Pero aun la historia de Bertache tiene que convivir con largos informes históricos sobre el estado de la guerra que dejan en suspenso la tensión dramática, aunque no la narrativa. Su grupo de forajidos, igual que la novela, “evolucionaba rápidamente, asimilaba nuevos elementos, expulsaba otros, tenía los cambios de un organismo vivo, su metabolismo, como hubiera dicho un biólogo”.
La cuestión es por qué Baroja renuncia a esa unidad, a darle la novela entera a Bertache, o a Manón, con las proporciones que requiere un héroe protagonista. Lo secundario ensombrece lo principal, que pasa a ser marco, hilo, pero no sustancia, y los hechos autónomos vienen a quedar como manchas de sangre en el cuadro. No es que Baroja empalmara historias que no desarrollaba, sino que componía al modo impresionista, equilibrando las manchas de color con otras complementarias, incorporando páginas de luz, o de remanso, o de historia erudita, o de episodio sentimental. La unidad es el efecto de conjunto, y ahí si cobran verdadero protagonismo los sueños macabros de Alvarito y la insistencia en toda forma de impostura, el disfraz dionisíaco, el pelele abandonado, el rey de cera, un impostor de trapo que asusta y da miedo y da dinero, símbolo permanente de la inmoralidad de la guerra. Se impone más el rojo vivo y dramático de las historias, la muerte de Bertache, por ejemplo, magníficamente narrada, o el asesinato de la casera, que cualquier idea argumental de conjunto, ni de esta novela ni, en fin, de la trilogía entera.
Hasta el padre de Alvarito, el viejo Micawber, reconoce que todo en él es impostura cuando está a punto de morir. “Yo no comprendo la locura que he tenido durante tantos años… Ha debido de ser una cosa enfermiza…, una mascarada carnavalesca de mi alma…”, en un final patético que, de rápido, resulta un poco irrelevante, pero no en el contexto de fantasmas de trapo y figuras de cera, de danzas orgiásticas y carnavales asesinos. ¿Qué diferencia hay entre las repulsivas figuras de cera y los seres humanos disfrazados con su misma ropa? ¿Quién imita a quién?

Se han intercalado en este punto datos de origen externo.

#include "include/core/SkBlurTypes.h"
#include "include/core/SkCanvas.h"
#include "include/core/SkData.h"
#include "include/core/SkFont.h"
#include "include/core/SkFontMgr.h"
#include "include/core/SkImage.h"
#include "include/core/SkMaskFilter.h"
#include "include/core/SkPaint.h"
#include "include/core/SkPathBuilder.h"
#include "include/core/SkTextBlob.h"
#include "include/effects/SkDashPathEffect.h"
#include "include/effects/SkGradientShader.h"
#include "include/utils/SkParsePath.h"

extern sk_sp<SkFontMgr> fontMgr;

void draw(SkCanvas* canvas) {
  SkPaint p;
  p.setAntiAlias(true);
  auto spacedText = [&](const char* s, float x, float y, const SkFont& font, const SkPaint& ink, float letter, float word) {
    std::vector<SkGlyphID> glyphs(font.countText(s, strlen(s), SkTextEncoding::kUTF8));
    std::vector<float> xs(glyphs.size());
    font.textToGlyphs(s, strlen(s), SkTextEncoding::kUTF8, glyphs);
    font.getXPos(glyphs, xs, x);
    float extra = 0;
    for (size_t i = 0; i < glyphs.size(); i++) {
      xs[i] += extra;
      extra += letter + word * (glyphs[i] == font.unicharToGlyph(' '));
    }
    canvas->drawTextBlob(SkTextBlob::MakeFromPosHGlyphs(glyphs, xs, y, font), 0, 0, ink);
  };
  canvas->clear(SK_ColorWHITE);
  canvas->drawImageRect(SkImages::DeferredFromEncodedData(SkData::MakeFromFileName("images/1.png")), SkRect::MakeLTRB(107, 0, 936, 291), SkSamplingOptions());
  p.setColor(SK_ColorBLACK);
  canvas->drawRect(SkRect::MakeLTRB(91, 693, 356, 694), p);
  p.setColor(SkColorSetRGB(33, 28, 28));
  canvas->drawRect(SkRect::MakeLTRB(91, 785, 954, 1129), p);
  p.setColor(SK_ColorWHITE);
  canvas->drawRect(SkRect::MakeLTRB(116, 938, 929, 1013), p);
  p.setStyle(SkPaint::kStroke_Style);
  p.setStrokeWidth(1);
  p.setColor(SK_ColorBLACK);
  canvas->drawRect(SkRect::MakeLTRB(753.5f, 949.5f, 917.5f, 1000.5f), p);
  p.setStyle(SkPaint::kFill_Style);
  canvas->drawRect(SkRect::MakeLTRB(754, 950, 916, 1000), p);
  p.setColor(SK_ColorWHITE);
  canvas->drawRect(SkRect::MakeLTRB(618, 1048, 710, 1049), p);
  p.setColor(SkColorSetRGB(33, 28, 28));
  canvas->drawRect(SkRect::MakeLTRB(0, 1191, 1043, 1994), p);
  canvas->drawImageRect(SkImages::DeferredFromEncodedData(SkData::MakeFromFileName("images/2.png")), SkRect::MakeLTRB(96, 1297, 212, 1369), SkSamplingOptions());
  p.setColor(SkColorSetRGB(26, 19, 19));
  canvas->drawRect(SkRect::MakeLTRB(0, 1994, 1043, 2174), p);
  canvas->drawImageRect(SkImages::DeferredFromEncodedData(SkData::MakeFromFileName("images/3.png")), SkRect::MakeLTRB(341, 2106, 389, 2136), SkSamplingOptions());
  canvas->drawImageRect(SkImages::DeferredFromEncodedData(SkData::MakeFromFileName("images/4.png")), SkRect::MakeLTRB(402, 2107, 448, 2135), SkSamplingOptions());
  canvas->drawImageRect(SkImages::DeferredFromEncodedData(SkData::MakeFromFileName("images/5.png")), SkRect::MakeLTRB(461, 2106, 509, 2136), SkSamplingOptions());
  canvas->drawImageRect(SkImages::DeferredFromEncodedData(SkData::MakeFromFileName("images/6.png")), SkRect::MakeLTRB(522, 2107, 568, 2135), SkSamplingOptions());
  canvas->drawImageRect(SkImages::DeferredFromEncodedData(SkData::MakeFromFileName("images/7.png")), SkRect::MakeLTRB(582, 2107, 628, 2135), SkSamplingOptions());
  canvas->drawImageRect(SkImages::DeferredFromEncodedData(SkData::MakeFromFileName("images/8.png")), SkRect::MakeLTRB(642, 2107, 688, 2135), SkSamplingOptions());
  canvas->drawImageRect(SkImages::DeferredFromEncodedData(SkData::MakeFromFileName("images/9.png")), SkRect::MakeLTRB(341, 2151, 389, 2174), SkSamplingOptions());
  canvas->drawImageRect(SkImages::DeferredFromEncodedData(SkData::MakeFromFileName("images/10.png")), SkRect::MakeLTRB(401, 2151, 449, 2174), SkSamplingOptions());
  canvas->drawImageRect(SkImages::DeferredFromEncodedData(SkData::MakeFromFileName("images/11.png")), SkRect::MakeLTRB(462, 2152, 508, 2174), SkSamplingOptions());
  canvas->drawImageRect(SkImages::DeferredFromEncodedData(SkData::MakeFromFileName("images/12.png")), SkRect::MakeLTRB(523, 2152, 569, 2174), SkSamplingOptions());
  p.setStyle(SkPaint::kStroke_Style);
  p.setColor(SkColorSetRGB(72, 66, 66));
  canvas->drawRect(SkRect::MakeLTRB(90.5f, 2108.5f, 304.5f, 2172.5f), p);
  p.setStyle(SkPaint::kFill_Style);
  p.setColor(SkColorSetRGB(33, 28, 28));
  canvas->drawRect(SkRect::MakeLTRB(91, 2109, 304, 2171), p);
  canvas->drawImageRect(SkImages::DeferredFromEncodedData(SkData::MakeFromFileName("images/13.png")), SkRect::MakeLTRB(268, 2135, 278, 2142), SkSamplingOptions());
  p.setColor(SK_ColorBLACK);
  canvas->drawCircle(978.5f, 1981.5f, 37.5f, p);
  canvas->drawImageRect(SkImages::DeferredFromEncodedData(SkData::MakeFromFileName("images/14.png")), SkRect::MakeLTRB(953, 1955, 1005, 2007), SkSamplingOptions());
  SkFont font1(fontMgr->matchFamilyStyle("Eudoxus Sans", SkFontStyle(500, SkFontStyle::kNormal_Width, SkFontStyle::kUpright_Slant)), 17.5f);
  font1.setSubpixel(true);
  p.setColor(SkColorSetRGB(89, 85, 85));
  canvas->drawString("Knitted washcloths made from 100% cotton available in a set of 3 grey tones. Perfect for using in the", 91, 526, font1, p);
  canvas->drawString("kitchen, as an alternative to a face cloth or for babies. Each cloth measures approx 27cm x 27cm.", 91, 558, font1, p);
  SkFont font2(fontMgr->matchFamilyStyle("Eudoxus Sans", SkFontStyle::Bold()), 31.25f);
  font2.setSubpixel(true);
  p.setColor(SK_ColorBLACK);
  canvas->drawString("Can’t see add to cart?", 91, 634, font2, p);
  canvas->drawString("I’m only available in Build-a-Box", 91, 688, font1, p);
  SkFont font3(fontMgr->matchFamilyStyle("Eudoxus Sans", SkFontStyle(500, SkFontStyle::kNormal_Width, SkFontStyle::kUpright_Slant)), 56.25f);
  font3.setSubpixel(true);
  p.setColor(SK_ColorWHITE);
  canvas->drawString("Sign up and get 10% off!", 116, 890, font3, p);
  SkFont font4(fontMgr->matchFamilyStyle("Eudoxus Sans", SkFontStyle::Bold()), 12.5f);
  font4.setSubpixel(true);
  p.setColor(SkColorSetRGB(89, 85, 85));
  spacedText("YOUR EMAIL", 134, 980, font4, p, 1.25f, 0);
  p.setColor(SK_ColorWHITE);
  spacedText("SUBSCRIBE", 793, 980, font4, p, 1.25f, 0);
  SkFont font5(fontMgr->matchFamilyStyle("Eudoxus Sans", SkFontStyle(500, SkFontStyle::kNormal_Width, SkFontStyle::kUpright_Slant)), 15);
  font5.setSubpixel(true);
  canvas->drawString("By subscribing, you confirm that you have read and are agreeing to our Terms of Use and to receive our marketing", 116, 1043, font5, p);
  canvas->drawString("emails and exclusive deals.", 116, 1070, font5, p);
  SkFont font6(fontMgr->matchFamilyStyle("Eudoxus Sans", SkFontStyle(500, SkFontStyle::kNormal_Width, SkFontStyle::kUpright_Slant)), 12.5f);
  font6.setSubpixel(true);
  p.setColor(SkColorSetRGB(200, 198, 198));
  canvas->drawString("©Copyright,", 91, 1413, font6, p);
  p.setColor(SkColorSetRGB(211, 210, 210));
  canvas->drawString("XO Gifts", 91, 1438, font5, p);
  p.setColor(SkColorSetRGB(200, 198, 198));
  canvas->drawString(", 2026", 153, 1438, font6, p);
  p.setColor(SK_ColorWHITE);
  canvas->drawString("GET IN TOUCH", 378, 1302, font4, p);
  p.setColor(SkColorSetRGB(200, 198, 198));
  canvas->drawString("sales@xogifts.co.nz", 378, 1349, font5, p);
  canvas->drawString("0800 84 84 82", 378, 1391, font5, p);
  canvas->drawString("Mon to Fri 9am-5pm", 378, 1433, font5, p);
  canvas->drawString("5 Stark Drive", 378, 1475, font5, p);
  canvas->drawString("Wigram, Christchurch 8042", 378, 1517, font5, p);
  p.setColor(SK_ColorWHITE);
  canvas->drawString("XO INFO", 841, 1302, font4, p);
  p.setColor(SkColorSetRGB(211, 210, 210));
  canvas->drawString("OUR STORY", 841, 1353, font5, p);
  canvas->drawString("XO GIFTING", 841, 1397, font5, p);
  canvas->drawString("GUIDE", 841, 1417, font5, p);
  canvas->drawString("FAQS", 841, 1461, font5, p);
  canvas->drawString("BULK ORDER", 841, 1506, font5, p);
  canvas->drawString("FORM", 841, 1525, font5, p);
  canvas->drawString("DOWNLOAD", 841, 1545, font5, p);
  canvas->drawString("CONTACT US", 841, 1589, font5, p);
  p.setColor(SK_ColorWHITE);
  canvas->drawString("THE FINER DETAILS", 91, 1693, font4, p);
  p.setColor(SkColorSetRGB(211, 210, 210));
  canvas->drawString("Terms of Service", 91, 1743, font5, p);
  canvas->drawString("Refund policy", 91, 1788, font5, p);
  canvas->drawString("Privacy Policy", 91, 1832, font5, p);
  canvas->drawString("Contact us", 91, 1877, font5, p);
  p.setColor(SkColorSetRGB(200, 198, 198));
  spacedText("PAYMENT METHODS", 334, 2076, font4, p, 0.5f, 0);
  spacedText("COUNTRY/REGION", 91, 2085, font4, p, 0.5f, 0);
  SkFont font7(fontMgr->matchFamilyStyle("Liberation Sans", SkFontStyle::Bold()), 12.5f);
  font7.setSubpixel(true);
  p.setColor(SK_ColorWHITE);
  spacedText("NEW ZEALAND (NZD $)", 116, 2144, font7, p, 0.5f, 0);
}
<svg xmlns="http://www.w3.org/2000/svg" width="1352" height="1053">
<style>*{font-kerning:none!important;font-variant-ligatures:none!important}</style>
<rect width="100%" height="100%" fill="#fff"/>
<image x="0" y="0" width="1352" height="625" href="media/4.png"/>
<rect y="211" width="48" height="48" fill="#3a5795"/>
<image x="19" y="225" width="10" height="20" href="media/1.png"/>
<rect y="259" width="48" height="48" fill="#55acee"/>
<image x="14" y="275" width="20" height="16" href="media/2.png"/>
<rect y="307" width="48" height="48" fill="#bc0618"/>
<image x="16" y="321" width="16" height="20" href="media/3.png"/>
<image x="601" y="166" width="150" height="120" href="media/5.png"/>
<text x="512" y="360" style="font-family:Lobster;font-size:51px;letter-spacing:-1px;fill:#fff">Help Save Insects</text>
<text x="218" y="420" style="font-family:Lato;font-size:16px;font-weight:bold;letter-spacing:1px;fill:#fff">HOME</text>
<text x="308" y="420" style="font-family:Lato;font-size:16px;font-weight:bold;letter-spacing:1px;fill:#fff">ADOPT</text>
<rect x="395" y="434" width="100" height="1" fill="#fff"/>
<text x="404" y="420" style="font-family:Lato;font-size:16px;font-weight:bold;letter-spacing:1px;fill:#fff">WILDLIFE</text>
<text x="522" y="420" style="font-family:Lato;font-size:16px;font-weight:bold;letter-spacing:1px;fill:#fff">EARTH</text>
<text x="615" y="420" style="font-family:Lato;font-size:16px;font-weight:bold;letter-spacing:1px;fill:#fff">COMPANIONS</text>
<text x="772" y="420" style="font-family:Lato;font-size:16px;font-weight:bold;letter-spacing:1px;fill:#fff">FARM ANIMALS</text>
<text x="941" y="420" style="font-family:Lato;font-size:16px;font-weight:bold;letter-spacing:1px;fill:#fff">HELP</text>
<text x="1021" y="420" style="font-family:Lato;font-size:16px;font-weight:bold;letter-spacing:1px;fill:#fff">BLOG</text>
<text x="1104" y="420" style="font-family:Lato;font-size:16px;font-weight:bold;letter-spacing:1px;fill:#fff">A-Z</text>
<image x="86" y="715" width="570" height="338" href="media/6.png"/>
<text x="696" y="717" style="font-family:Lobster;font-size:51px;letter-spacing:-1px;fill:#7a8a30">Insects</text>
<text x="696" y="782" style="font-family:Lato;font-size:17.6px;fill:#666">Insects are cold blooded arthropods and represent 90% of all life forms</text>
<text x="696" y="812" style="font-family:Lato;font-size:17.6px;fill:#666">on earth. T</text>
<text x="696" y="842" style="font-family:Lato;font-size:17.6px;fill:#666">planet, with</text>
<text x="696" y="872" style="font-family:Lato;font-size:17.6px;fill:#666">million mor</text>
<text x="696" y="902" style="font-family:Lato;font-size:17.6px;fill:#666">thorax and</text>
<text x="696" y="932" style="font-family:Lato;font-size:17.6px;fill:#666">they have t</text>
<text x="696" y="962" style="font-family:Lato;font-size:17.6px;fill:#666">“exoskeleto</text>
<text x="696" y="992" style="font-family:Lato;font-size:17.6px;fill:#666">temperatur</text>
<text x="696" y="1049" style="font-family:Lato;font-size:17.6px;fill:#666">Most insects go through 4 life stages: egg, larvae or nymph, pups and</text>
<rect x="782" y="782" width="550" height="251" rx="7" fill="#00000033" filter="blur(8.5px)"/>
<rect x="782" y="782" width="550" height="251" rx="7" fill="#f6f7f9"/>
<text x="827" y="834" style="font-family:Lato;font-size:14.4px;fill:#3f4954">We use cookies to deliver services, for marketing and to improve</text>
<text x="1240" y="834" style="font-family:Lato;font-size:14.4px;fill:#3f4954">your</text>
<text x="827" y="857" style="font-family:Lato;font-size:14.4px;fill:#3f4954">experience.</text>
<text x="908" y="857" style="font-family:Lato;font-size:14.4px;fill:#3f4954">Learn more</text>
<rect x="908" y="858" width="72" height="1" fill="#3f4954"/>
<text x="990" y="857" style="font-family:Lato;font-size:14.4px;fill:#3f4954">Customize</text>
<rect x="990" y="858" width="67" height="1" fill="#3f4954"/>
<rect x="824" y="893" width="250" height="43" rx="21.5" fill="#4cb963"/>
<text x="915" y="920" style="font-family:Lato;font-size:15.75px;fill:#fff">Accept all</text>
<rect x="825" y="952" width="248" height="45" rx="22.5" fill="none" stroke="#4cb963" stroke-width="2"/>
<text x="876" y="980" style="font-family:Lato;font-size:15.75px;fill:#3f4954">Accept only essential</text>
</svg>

Siempre vuelvo a lo mismo. La composición impresionista de Baroja se salda con varios momentos excepcionales (todos relacionados con la muerte) y una porción de pecios, algunos de ellos pequeñas obras maestras. El problema es que Baroja mide y corta, deja desarrollarse la historia y luego empalma otra, y eso siempre deja un regusto a planteamiento no resuelto, a huida del final complejo. Se lo podremos reprochar, pero, sin tanta variedad –y sin tanta calidad- es el método constructivo de la novela actual: un collage de escenas sueltas que van dibujando al personaje, o a la historia, en la que todo es subsidiario de todo y no hay una sola historia y un solo desarrollo.
Son opciones narrativas. Pero si hubiera seguido el orden cronológico de sus novelas, al llegar a La familia de Errotacho no me habría gustado tanto, sobre todo porque ya habría leído novelas cortadas por el mismo patrón como esta. Yo sigo pensando en cuál es el grado de disgregación y de unidad más adecuado, es decir, aquel en el que ni se echa de menos haber desarrollado ningún personaje ni se echa de más ninguna historia. En eso Baroja es a veces más rotundo que en otras.